Fast, Focused, and Strategic:
How Rapid Research Drove a Critical UX Decision
Rapid Research and Usability
Timeframe: 3 weeks My Role: solo Researcher
When our team developing an intelligent assistant for a large financial institution encountered a major technical hiccup, we had to decide fast how to keep users engaged—without compromising the long-term user experience. Over three weeks I turned that urgency into insight, balancing research speed with rigor using a combination of unmoderated tests. This is how I empowered the team to make confident decisions under pressure—and what I learned about running lean but effective UX research when the clock is ticking.
The Challenge: A Temporary Fix With Long-Term Consequences
My team working on the Intelligent Assistant encountered a technical hiccup that blocked the intended experience from shipping on time. Engineering and UX Design were left with two potential concepts that could function as a temporary solution while the issue was resolved.
The pressure was immediate. The team needed to move fast—but speed alone wasn’t the goal. A poorly chosen stopgap could confuse users, frustrate them at a critical moment, and ultimately turn them off from using the assistant once the full feature launched. That’s where I come in. The challenge became strategic as much as tactical:
How do you quickly choose an interim solution without compromising future adoption?
The Approach: Research Designed to Answer the Right Questions
The work began with alignment. I organized and facilitated a kickoff workshop that brought together Product, UX Design, and Conversation Design stakeholders to prioritize the most important questions that would differentiate the two concepts. Before running any new studies, I reviewed existing research to confirm what was already known. This allowed me to focus squarely on unanswered questions—ensuring every study would directly support decision-making.
Image A: Research kickoff framework
Testing Real User Intent—At Speed
To move quickly, I relied on unmoderated testing using UserZoom. Over roughly three weeks (part-time), data was collected from 126 target users across three studies:
Two comparative usability tests (unmoderated testing via UserZoom)
26 users total
10–20 minutes per participant
Identical tasks across both concepts
Each usability test followed the same task structure so the two concepts could be compared directly under identical conditions.

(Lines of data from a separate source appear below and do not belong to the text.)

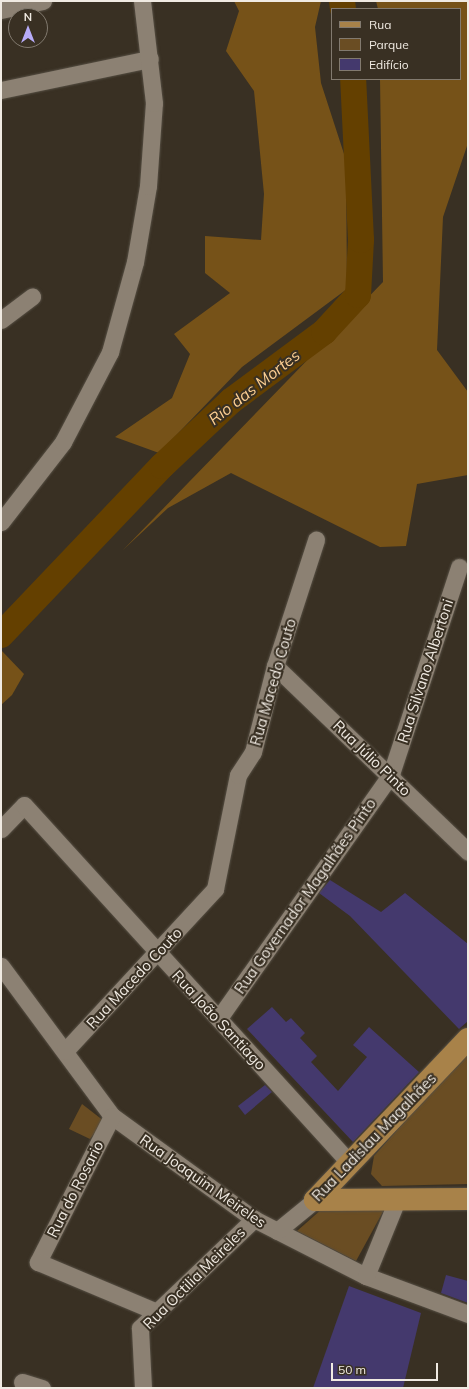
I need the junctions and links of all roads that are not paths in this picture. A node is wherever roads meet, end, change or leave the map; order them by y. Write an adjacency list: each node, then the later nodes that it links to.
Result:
1 (43, 1): 4 (street)
2 (132, 1): 5 (street)
3 (142, 1): 5 (street)
4 (1, 10)
5 (144, 19): 6 (street)
6 (150, 59): 7 (street); 10 (street)
7 (1, 90)
8 (32, 297): 9 (street)
9 (1, 320)
10 (1, 522)
11 (316, 540): 13 (street, Rua Macedo Couto)
12 (459, 567): 14 (street, Rua Silvano Albertoni)
13 (275, 666): 14 (street, Rua Júlio Pinto); 17 (street, Rua Macedo Couto)
14 (391, 774): 16 (street, Rua Júlio Pinto); 19 (street, Rua Governador Magalhães Pinto)
15 (1, 829): 17 (street, Rua João Santiago)
16 (468, 852)
17 (158, 955): 19 (street, Rua João Santiago); 21 (street, Rua Macedo Couto)
18 (1, 966): 21 (street, Rua Joaquim Meireles)
19 (219, 1018): 23 (street, Rua João Santiago)
20 (468, 1039): 23 (main road, Rua Ladislau Magalhães)
21 (65, 1051): 22 (street, Rua Joaquim Meireles)
22 (112, 1116): 27 (street, Rua Joaquim Meireles); 30 (street, Rua do Rosario)
23 (350, 1163): 25 (main road, Rua Ladislau Magalhães)
24 (468, 1199): 26 (main road)
25 (315, 1200): 26 (main road); 28 (street, Rua Ladislau Magalhães)
26 (397, 1200): 29 (street)
27 (254, 1219): 28 (street, Rua Joaquim Meireles); 30 (street, Rua Octilia Meireles)
28 (277, 1231): 29 (street, Rua Joaquim Meireles)
29 (366, 1276): 31 (street, Rua Joaquim Meireles)
30 (157, 1312): 34 (street, Rua Octilia Meireles)
31 (468, 1314)
32 (22, 1382): 33 (street)
33 (42, 1388)
34 (143, 1388)

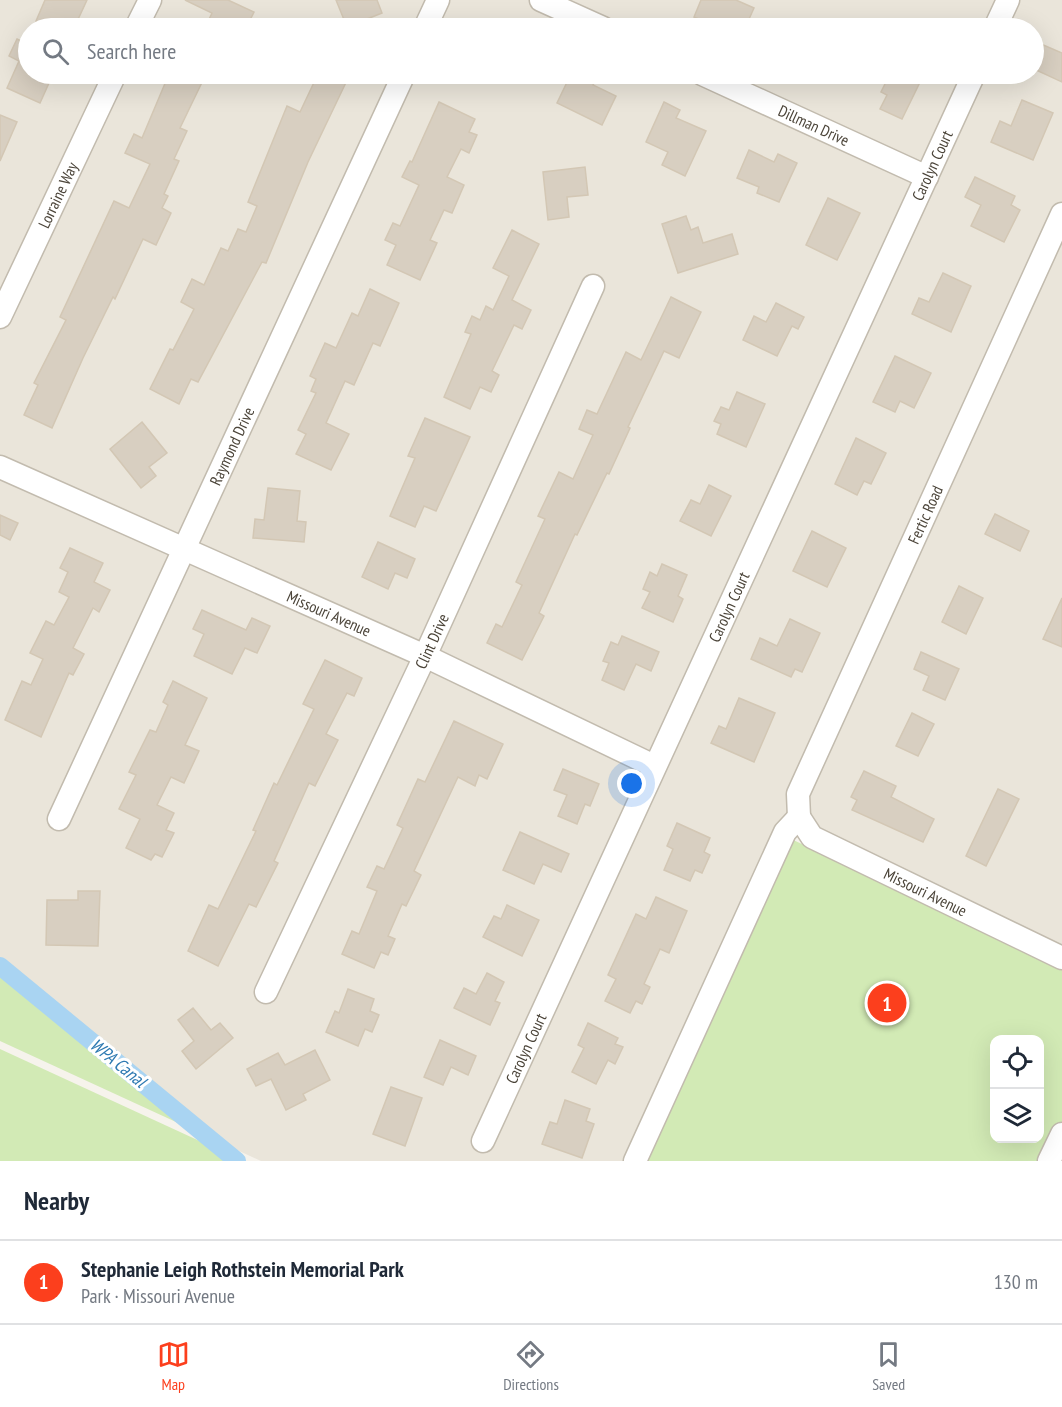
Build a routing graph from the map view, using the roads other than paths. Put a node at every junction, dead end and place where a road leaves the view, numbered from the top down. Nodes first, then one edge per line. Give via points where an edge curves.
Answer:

Participants were asked to complete realistic, high-stakes actions. For example:
“Now you want to talk to a customer support team member to assist you in canceling your transfer. From here, enter the forum to speak with a member of the customer support team. You will be successful once you are waiting for a customer support member to enter your conversation. When you think you have been successful, click the ‘Success’ button. Remember to think out loud.”
This task grounded the research in real user needs, not hypothetical scenarios— revealing how well each concept supported moments that actually matter.
Image B: the user flows tested
One expectations survey
100 users
A mix of first-click tests and open-ended questions
The expectations survey focused on how users interpreted the experience at first glance—before completing any tasks.
“Imagine that you want to have a conversation with Schwab and tell Schwab to cancel a transaction you recently made. Looking at this screen, click on where you are looking to know who or what you are speaking to at this moment.”
This click test surfaced critical insights about clarity, trust, and mental models—particularly around whether users believed they were interacting with a human, a bot, or a hybrid system.
The Outcome: Clear Recommendations, Confident Decisions
The research produced decisive findings that allowed the team to move forward with confidence.
When presenting results, I focused on:
Where the two concepts behaved similarly
Where they diverged in meaningful ways
How those differences would impact real user journeys
Rather than overwhelming stakeholders with raw data, I oriented insights into a clear comparative frameworks that made trade-offs visible and actionable.
Image C: Concept comparison or recommendation framework
Making User Behavior Visible
I brought insights to life by using:
Annotated screenshots highlighting moments of hesitation or success
Video montages showing users navigating key flows
Heat maps from click testing, which quickly communicated what users focused on—or overlooked—screen by screen
These artifacts helped me identify and communicate the turning points in the user journey, while higher-level measures like SUS scores provided a holistic view of the experience.
Image D: Click-test heatmaps Image placeholder: Annotated screens with callouts.
Final Result
With research-backed clarity, the design team aligned on a direction and engineering began building immediately. The selected stopgap solution minimized risk, preserved user trust, and kept development moving forward.
When the full Intelligent Assistant experience was ready, the temporary solution was retired—having done exactly what it was meant to do.
In a moment where speed could have forced assumptions, research became the strategic advantage, ensuring fast decisions were also the right ones.